Soon after her first daughter was born, Nicole Harris was home grappling with the challenges of being a new mom when at 10 a.m., her doorbell rang. There on her doorstep was Maria Smith, balancing two young children and a big bowl of chili.

It was Harris' first introduction to the food brigade, a tradition of Mocha Moms, to prep and deliver meals to members who have newborns. For Harris, then a single mom, the organization was a lifeline.

"I was looking to make connections with other moms who looked like me and were going through the same challenges I was going through," said Harris who joined Mocha Moms in 2009.

Now as president of the Atlanta chapter, Harris said she hopes to give back to the organization that helped her so much.

"I found decade long friendships and the camaraderie of other moms," Harris said. Smith who delivered her first food brigade meal has been a member of Mocha Moms since 2007 and currently serves as vice-president of the Atlanta chapter.

This year, Mocha Moms, the nation's largest support group for moms of color, celebrates its 20th anniversary. The Atlanta chapter will help mark the occasion and celebrate Mother's Day, on May 5 with a Hat Social and Tea Party for 30 residents at A.G. Rhodes Nursing Home in Atlanta. The event includes a fashion show featuring residents of A.G. Rhodes modeling alongside Mocha Moms kids. On May 7, the Atlanta Mocha Moms take their own turn in the spotlight with their annual spring tea at the St. Regis hotel.

In its 20-year history, while the mission of Mocha Moms has remained the same, the organization has evolved in important ways.

First founded in Maryland in 1997 by a group of African-American stay-at-home moms, Mocha Moms was launched as a newsletter. It would soon become a non-profit organization designed to support stay-at-home moms of color with more than 100 chapters nationwide.

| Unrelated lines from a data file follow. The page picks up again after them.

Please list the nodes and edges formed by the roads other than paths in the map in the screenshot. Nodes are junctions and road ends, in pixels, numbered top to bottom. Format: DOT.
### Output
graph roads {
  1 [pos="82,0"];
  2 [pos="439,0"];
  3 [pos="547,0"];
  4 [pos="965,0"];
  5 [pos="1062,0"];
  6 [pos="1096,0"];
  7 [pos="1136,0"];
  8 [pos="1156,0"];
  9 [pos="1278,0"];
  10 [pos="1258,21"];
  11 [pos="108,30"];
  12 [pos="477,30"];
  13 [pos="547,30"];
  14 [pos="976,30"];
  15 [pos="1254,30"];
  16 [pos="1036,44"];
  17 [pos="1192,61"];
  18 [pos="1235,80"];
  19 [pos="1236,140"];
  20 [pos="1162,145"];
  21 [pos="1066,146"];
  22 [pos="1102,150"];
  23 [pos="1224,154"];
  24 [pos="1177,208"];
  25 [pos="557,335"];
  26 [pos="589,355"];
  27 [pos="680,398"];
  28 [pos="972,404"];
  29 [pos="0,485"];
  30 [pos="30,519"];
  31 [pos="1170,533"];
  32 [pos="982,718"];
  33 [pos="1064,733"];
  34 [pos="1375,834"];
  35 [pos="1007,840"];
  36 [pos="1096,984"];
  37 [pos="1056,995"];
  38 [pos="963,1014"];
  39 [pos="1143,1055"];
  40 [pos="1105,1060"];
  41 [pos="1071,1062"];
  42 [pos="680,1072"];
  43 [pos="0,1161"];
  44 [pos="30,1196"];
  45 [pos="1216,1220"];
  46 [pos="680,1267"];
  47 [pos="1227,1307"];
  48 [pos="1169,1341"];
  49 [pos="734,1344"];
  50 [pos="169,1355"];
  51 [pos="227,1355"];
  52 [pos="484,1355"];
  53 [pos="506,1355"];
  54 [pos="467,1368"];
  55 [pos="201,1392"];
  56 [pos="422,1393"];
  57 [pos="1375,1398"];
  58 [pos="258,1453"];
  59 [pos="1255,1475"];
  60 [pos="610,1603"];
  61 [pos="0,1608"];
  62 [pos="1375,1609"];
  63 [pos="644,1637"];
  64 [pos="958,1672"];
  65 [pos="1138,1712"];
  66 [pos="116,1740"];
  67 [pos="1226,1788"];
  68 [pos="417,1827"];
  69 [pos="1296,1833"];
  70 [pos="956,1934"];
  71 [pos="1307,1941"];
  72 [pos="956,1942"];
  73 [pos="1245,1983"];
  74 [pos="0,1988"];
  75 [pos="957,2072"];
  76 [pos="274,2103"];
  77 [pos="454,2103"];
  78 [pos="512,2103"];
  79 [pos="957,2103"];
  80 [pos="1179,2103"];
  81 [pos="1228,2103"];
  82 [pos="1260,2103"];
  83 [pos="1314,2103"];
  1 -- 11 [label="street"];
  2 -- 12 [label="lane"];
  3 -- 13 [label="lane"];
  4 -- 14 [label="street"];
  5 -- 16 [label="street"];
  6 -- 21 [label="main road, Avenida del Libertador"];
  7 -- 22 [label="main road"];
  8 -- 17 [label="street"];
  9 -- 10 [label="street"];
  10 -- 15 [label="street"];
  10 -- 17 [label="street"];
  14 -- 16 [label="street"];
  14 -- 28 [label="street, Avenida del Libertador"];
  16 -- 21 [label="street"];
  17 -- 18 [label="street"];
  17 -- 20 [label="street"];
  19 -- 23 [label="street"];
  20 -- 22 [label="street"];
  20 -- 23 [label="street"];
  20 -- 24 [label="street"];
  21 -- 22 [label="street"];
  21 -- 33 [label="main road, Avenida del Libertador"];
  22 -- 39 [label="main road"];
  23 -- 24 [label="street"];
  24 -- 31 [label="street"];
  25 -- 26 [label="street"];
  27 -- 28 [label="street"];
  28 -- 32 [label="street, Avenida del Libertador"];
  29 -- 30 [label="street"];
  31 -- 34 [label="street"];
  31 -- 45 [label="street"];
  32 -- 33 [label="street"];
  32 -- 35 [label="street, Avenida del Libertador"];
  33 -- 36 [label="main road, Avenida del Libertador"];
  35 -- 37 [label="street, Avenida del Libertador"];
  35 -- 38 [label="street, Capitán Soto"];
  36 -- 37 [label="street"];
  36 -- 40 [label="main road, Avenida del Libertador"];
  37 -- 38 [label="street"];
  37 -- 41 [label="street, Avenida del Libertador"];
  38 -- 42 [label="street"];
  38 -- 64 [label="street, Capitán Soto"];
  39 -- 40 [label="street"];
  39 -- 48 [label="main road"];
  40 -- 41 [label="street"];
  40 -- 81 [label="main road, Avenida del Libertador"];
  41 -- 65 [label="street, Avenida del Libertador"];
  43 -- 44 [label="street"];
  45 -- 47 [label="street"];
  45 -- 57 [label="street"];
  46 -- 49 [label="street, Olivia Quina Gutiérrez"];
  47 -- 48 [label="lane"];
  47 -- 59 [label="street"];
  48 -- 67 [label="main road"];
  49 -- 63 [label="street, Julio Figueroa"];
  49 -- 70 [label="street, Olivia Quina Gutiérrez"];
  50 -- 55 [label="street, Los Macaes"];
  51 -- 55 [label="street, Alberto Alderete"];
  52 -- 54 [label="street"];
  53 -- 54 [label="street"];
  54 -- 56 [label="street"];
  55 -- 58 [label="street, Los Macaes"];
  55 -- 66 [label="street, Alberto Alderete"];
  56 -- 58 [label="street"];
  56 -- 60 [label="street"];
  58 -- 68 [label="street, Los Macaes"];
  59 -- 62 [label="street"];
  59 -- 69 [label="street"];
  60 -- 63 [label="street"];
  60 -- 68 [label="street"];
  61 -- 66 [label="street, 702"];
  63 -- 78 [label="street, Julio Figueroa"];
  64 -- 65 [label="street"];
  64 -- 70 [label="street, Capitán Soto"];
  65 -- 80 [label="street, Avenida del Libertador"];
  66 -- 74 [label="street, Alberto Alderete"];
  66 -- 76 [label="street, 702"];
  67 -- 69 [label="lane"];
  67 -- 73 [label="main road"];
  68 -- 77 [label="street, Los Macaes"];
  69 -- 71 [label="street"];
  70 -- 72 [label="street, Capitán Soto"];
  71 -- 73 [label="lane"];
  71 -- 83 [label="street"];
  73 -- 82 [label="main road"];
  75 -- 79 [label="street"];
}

The Atlanta chapter was formed in 2004 and included moms across metro Atlanta from Alpharetta all the way to South Fulton. It grew to over 300 members before splitting into county specific chapters -- Cobb, DeKalb, Clayton, South Fulton, North Fulton -- to better meet the needs of moms in each geographic area.

Smith joined the Atlanta chapter in 2007 a month before her first child was born. Before she became a mom, she had been a television producer for the Oprah Winfrey show. The show did a segment on Mocha Moms and Smith decided then and there that she would join when she had children. After relocating from Chicago to Atlanta, Smith reached out to Mocha Moms for support.

"I knew I would need support and other people who had been down that road. I don’t have any family in Atlanta. I needed people around me," she said.

Through the years, Smith, now the mom of four children ranging in age from 10 to almost 5, found she needed a range of support from her fellow Mocha Moms at different periods of motherhood.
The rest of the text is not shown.